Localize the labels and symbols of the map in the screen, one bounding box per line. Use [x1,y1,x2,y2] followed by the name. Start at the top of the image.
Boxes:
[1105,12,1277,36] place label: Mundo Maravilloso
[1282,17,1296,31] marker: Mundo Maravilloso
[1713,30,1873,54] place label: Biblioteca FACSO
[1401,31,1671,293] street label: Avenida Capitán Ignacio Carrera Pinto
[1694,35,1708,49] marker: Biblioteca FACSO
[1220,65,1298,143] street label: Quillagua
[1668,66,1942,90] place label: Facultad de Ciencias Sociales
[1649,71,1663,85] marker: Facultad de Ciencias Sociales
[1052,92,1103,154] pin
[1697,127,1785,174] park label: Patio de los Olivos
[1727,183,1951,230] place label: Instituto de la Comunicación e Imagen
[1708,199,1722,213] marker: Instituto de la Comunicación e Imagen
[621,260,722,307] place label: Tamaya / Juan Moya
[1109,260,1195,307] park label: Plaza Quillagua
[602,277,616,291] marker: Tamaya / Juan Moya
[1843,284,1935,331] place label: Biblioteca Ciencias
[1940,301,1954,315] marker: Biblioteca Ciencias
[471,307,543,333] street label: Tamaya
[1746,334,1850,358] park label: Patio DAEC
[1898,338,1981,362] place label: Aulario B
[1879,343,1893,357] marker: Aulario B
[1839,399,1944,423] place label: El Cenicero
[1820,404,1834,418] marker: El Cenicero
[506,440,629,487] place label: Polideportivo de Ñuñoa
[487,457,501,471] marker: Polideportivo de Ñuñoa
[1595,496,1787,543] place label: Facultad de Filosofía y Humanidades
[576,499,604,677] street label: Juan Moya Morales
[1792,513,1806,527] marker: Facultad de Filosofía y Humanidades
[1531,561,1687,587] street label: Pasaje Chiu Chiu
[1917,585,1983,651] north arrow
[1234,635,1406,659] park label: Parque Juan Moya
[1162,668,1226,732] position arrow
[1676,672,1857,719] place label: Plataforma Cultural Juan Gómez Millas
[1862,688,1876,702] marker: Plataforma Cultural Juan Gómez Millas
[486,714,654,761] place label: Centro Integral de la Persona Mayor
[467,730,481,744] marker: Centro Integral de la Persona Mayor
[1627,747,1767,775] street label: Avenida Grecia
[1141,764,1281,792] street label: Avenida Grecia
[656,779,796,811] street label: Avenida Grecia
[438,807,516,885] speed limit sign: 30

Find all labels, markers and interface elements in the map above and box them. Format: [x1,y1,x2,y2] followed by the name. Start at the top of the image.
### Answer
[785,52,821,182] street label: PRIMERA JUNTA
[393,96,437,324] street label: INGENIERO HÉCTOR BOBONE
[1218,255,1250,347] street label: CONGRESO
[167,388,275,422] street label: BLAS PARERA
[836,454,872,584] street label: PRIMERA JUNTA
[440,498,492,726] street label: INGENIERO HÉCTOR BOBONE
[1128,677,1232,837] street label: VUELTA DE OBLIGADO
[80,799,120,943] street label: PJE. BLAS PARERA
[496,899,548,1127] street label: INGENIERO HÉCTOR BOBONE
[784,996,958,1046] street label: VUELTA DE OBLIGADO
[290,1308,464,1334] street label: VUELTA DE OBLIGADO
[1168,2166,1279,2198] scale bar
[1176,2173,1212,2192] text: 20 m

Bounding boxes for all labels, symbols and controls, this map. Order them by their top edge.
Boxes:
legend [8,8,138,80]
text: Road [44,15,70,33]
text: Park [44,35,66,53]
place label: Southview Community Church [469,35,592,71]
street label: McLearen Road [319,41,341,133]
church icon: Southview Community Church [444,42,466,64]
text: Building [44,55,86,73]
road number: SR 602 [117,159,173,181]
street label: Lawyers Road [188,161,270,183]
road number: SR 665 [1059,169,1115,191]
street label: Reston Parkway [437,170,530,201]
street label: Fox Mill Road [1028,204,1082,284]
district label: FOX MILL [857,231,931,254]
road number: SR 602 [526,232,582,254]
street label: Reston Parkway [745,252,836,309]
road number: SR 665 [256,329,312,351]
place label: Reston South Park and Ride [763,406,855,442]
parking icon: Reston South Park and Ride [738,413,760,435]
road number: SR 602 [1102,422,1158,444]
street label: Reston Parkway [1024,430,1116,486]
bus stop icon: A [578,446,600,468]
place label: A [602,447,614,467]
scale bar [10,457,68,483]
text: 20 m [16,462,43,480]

> **Prompt**
Find the string "Filosofía" in the listing and copy every line in which it occurs.

> **Solution for this task**
[1595,496,1787,543] place label: Facultad de Filosofía y Humanidades
[1792,513,1806,527] marker: Facultad de Filosofía y Humanidades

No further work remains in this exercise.